By itself, the image of the cup could suggest the cup that goes around in the royal hall of festivities. The way the question is asked shows, however, that Jesus is not speaking of a festive but a bitter cup. And also not of a cup in the future, but the one that Jesus is now drinking. It is not unclear what he has to deal with at the moment (much rejection and criticism while the organizing of the enmity in Jerusalem progresses). The announcement of his suffering shows that Jesus has to drink the cup of suffering unto death: the bitterness is described by Jesus just before the question of James and John (Mark 10:33–34: twice be delivered; mocking, flogging, spitting, killing). All this must happen because it is the will of God (Mark 8:31); therefore, the image of the cup that one is given is fitting.
In the Old Testament the image is often used for the cup of judgment that God gives to people and nations to drink. Jesus has already begun to accept this cup and to drink from it. That the disciples are not able to accept and drink this cup at this moment appears already from their absolute inability to accept the announcement of suffering (Mark 8:33; Mark 9:32; Mark 10:32). Jesus reminds the two brothers that they cannot apply to themselves the rising on the third day
without accepting the preceding suffering and death.
Mark also mentions a second formulation of this. The translation is a bit difficult: And can you undergo the immersion (baptism) wherewith I will be immersed (baptized)?
Because of the parallelism in this verse we will have to think here also of an overwhelming flood of suffering and judgment wherein Jesus is plunged and wherein he is in danger of perishing. The Old Testament knows, in addition to the cup of judgment, also the image of the overflowing streams of water as a sign of God’s wrath.1
Delling2 believes that the word baptism
(baptisma) does not necessarily have to have been a specific Christian word. It would then mean the same here as baptismos (immersion whereby something is completely submerged). Delling certainly can be right when he assumes that baptisma (baptism), which only in Christian texts appears with respect to baptism, can have been used in the first century with a more general meaning. Yet the readers of Mark’s Gospel will have thought in the first place of baptism by immersion (Mark 1:4; Mark 11:30), since this evangelist uses baptismos for a normal
immersion (Mark 7:4).
With the word baptisma the idea of being immersed
was certainly possible, even if one thought of a specific symbolic immersion. The negative element of being immersed (threat, being drowned) is also present in John’s baptism, which is a baptism of penitence, received upon a confession of sins and with a prayer for the Spirit of God. In Jesus’ word about the baptism of immersion wherewith he will be immersed, the idea of a divine and overwhelming judgment is fully present.

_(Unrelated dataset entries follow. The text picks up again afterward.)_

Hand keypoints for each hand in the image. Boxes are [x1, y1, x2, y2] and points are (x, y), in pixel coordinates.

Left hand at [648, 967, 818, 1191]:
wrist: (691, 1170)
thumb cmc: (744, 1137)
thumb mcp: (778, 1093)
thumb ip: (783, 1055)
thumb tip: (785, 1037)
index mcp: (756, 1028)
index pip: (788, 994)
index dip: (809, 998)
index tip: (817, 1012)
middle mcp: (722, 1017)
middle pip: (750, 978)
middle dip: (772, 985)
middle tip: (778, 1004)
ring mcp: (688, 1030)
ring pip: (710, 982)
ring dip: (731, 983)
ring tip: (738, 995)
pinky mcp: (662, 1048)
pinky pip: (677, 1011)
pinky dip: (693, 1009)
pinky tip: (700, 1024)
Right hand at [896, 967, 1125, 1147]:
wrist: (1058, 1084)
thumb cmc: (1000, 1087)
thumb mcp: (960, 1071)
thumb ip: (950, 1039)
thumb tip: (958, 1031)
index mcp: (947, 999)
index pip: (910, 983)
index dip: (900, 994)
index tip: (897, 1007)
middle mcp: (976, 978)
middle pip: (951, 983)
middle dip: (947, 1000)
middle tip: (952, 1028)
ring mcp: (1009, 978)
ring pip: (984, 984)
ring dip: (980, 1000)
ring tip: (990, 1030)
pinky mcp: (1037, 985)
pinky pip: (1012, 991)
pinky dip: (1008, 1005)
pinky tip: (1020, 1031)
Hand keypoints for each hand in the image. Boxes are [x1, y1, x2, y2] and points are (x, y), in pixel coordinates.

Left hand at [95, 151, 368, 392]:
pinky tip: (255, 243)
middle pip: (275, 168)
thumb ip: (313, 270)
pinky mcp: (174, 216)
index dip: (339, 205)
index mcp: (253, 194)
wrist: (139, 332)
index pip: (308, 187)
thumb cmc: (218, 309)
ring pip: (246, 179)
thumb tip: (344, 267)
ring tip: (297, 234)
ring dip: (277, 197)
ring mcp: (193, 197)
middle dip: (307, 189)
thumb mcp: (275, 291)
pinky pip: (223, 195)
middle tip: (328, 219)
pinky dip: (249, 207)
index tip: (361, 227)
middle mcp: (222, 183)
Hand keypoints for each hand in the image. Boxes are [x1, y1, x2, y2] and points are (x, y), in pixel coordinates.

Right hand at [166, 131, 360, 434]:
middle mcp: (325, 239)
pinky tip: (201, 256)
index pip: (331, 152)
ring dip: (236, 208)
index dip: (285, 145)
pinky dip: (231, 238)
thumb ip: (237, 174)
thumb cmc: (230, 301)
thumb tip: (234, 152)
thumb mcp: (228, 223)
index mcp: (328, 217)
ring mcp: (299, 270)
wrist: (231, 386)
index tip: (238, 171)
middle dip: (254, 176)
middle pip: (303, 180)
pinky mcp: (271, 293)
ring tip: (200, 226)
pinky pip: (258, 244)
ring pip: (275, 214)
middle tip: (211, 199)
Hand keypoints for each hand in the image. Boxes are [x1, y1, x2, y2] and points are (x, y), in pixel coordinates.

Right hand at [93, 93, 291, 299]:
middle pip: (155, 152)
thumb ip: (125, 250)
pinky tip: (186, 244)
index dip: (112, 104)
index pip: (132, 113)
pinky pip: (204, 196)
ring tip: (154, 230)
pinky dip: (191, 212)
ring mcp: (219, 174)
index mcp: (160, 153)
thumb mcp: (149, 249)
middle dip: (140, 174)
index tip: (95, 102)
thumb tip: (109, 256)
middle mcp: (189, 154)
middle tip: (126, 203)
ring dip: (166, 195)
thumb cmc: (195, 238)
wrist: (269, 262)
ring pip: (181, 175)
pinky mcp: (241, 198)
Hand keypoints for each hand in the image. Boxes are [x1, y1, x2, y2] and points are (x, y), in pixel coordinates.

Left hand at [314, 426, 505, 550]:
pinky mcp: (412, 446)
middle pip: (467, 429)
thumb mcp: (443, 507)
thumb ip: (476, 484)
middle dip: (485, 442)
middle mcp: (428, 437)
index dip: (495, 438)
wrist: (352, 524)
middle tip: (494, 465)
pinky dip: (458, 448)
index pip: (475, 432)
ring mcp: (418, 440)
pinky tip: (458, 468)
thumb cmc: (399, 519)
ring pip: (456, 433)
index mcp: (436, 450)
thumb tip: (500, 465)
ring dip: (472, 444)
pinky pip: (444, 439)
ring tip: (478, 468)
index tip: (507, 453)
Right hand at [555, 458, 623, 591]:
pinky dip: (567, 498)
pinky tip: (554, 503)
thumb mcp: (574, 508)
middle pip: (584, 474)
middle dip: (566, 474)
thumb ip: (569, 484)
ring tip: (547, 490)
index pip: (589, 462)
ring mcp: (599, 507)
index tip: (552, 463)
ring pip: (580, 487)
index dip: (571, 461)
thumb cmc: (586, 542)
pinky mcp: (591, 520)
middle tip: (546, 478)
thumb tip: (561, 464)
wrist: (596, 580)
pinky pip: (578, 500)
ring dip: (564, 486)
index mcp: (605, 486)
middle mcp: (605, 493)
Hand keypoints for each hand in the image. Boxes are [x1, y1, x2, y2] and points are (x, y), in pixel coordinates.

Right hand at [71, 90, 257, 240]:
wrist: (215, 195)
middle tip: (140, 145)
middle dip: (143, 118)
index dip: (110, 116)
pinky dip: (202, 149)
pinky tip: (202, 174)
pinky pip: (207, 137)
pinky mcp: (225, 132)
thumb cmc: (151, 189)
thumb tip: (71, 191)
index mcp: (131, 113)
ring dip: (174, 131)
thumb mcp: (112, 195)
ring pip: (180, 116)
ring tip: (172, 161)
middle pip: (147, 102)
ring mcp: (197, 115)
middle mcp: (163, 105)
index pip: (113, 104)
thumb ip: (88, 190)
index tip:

The question does arise, however, why he chooses a word for it that has also associations with John’s baptism. The answer could be that Jesus chooses two images that are related to what he is sharing with his disciples. Jesus and the twelve underwent John’s baptism of immersion. Furthermore, the twelve are always with him and share bread and cup with Jesus. Now they think that they can share everything with him. Within this community of bread and cup, however, there remains a special cup and a separate baptism by immersion for Jesus. He already drinks the rejection, he is already being immersed in the baptism of suffering. Disciples who were able to go with Jesus through the water of the Jordan and who can eat and drink with him shrink back before this cup and this baptism, though they nevertheless wish to grasp the glory that comes afterward.3
38 Jesus said to them, “You do not know what you are asking. Are you able to drink the cup that I drink, or to be baptized with the baptism with which I am baptized?”